• ASSIGNMENT
Retype the lines below exactly, but only those from the line that has "Extract the road" through the line that has "Digitize the connectivity". Omit every picture.

• Dataset entries
────────────────────
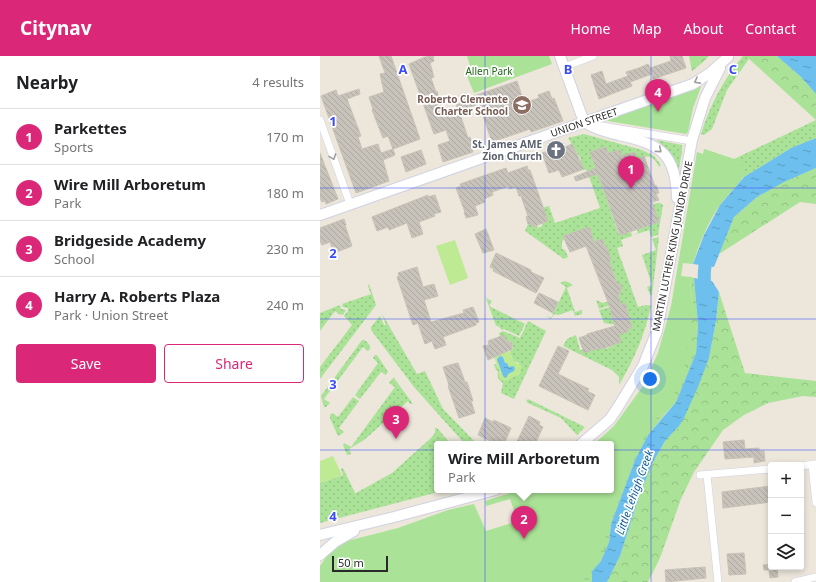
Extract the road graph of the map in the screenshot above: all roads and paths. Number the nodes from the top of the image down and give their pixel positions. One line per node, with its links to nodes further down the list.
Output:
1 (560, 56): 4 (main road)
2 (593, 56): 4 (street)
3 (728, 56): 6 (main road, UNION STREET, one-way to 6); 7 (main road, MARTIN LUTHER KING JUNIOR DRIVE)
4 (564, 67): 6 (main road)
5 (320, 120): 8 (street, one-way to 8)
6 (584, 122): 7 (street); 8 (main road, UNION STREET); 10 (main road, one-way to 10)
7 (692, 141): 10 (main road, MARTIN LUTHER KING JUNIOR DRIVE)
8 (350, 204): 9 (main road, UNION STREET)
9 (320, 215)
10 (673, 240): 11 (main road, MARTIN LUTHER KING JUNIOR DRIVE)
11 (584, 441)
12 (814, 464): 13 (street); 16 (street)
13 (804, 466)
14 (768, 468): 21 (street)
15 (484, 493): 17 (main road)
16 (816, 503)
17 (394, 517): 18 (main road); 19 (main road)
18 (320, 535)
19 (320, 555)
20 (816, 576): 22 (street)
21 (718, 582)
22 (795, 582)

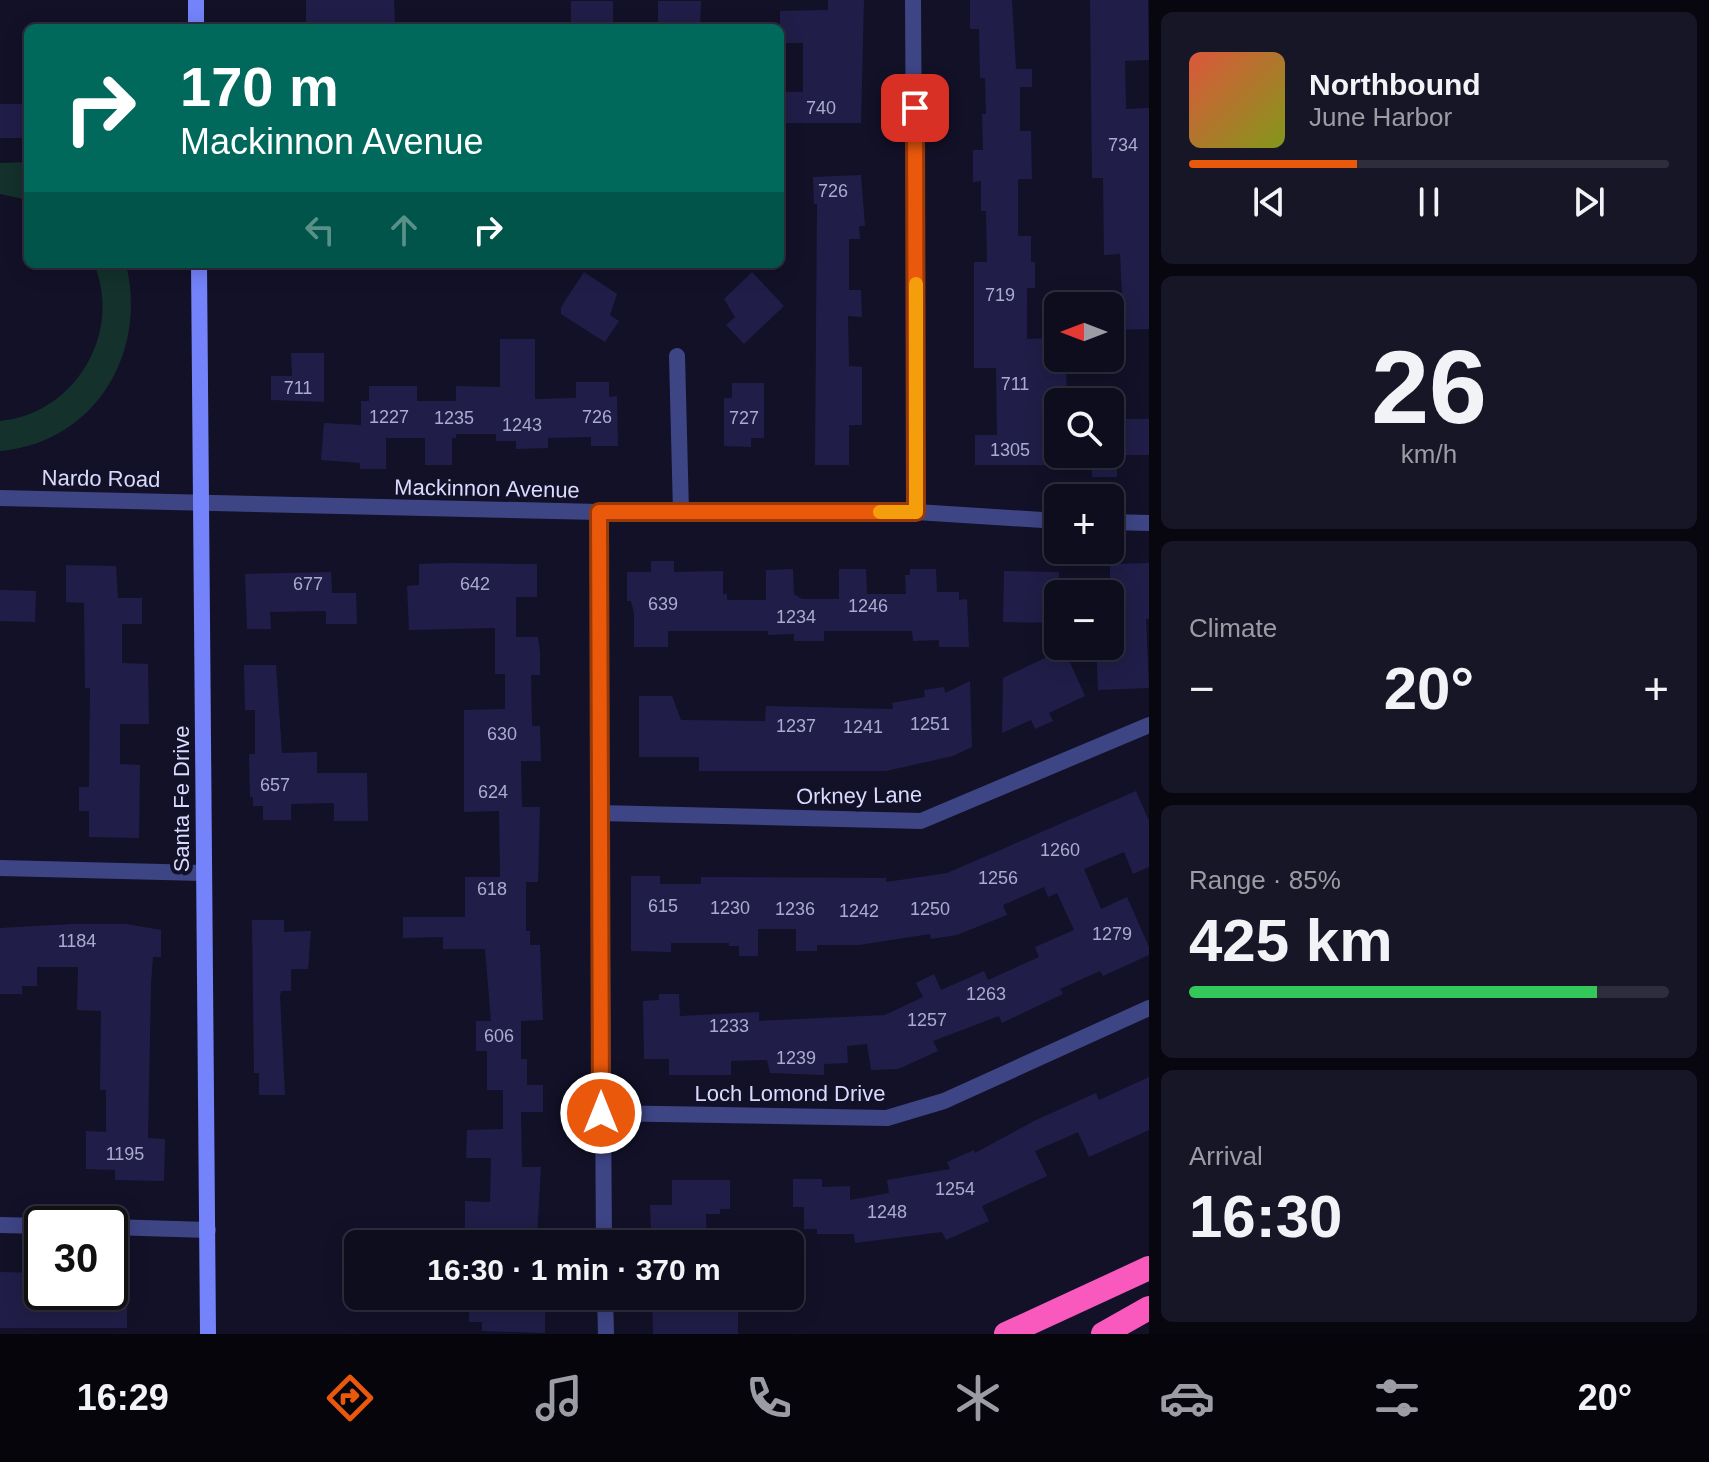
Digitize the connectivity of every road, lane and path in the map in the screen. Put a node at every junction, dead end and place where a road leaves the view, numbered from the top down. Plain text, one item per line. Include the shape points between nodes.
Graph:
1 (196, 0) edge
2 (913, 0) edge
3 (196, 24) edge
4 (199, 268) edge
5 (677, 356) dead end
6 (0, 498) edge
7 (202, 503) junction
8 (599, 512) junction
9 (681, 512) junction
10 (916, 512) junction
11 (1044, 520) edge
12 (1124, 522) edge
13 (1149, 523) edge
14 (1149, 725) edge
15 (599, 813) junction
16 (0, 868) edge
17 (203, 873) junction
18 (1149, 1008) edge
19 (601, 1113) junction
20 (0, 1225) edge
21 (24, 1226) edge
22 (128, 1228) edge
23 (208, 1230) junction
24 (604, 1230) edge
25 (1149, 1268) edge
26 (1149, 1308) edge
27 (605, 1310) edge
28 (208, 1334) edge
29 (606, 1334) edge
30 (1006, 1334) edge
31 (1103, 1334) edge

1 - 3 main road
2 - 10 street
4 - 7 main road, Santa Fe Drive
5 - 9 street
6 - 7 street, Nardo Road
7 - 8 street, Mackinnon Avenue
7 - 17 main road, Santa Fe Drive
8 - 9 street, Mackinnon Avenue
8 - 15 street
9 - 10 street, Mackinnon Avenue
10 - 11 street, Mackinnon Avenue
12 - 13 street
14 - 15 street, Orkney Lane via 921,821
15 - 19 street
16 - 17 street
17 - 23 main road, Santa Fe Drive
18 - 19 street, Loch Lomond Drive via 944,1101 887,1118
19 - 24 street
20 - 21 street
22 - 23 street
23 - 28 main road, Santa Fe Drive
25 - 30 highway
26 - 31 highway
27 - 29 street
────────────────────
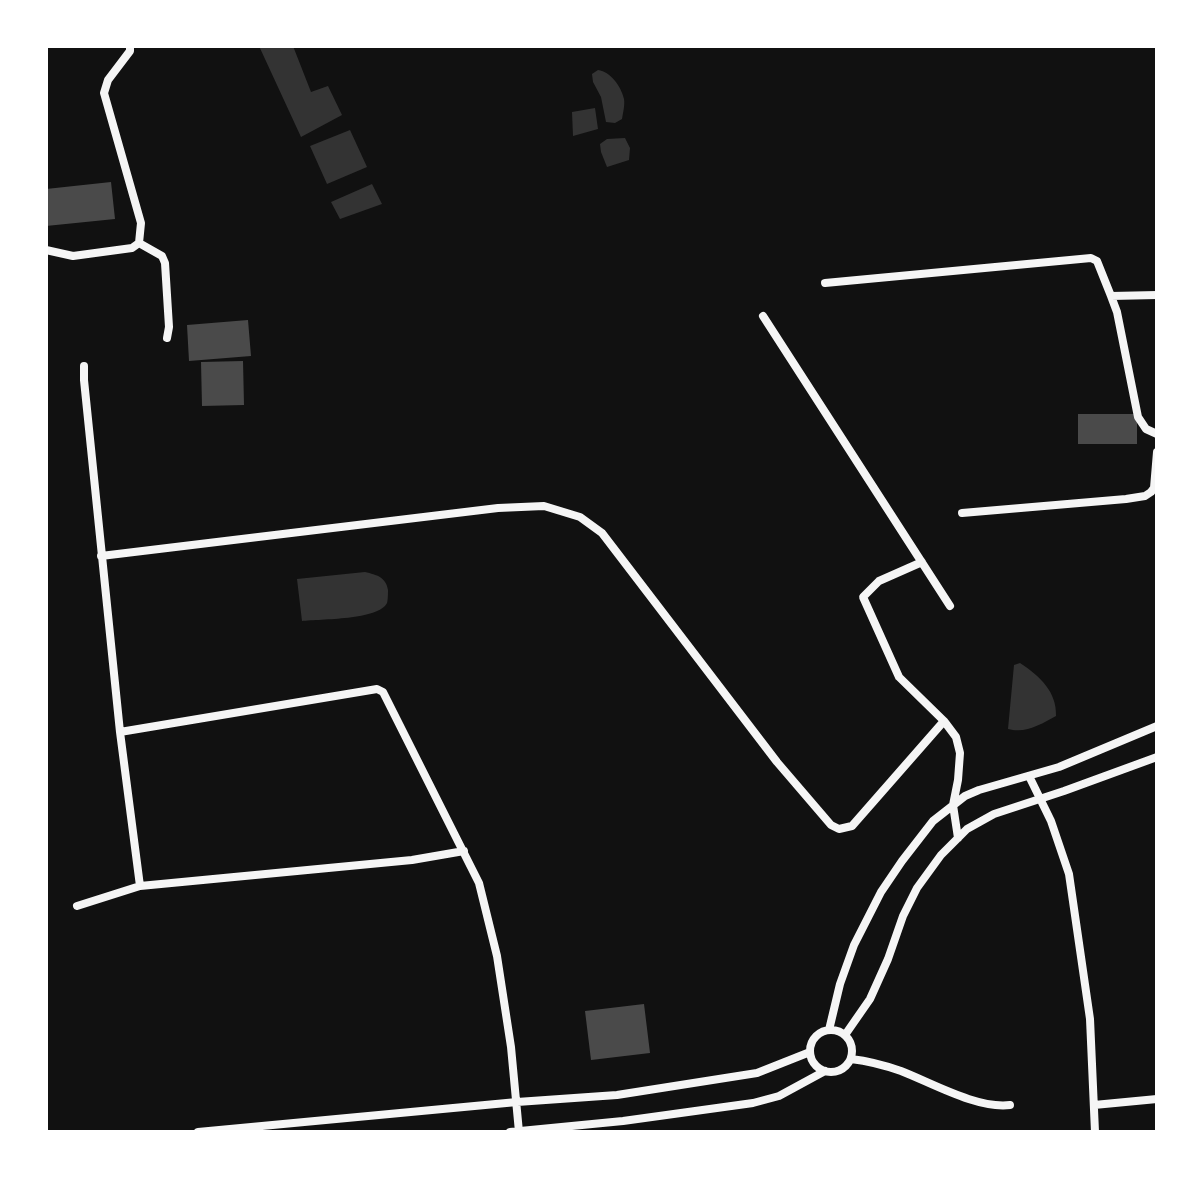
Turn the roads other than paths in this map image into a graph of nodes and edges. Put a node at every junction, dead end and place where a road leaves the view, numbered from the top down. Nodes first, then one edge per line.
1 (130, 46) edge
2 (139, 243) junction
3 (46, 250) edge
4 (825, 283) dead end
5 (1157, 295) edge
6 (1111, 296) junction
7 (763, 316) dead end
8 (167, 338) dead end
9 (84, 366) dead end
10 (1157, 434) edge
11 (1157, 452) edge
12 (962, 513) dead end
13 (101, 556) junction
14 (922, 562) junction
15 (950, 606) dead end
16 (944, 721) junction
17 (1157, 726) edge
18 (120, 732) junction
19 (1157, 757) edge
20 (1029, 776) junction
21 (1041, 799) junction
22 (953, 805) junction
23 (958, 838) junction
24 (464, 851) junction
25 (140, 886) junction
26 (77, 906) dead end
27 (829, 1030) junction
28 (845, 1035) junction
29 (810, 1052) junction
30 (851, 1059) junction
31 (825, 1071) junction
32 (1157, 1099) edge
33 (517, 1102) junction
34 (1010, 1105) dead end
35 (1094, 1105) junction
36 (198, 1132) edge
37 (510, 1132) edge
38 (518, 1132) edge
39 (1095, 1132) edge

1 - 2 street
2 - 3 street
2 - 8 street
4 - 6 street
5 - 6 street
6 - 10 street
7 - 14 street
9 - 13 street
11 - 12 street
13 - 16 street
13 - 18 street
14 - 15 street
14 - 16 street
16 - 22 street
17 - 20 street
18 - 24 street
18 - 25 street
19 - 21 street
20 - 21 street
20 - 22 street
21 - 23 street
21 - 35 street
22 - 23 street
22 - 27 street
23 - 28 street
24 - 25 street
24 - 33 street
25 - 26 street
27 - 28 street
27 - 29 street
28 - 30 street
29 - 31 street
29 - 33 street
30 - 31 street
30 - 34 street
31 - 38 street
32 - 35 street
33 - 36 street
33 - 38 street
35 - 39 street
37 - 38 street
────────────────────
• RESPONSE TO THIS EXERCISE
Extract the road graph of the map in the screenshot above: all roads and paths. Number the nodes from the top of the image down and give their pixel positions. One line per node, with its links to nodes further down the list.
Output:
1 (560, 56): 4 (main road)
2 (593, 56): 4 (street)
3 (728, 56): 6 (main road, UNION STREET, one-way to 6); 7 (main road, MARTIN LUTHER KING JUNIOR DRIVE)
4 (564, 67): 6 (main road)
5 (320, 120): 8 (street, one-way to 8)
6 (584, 122): 7 (street); 8 (main road, UNION STREET); 10 (main road, one-way to 10)
7 (692, 141): 10 (main road, MARTIN LUTHER KING JUNIOR DRIVE)
8 (350, 204): 9 (main road, UNION STREET)
9 (320, 215)
10 (673, 240): 11 (main road, MARTIN LUTHER KING JUNIOR DRIVE)
11 (584, 441)
12 (814, 464): 13 (street); 16 (street)
13 (804, 466)
14 (768, 468): 21 (street)
15 (484, 493): 17 (main road)
16 (816, 503)
17 (394, 517): 18 (main road); 19 (main road)
18 (320, 535)
19 (320, 555)
20 (816, 576): 22 (street)
21 (718, 582)
22 (795, 582)

Digitize the connectivity of every road, lane and path in the map in the screen. Put a node at every junction, dead end and place where a road leaves the view, numbered from the top down. Plain text, one item per line. Include the shape points between nodes.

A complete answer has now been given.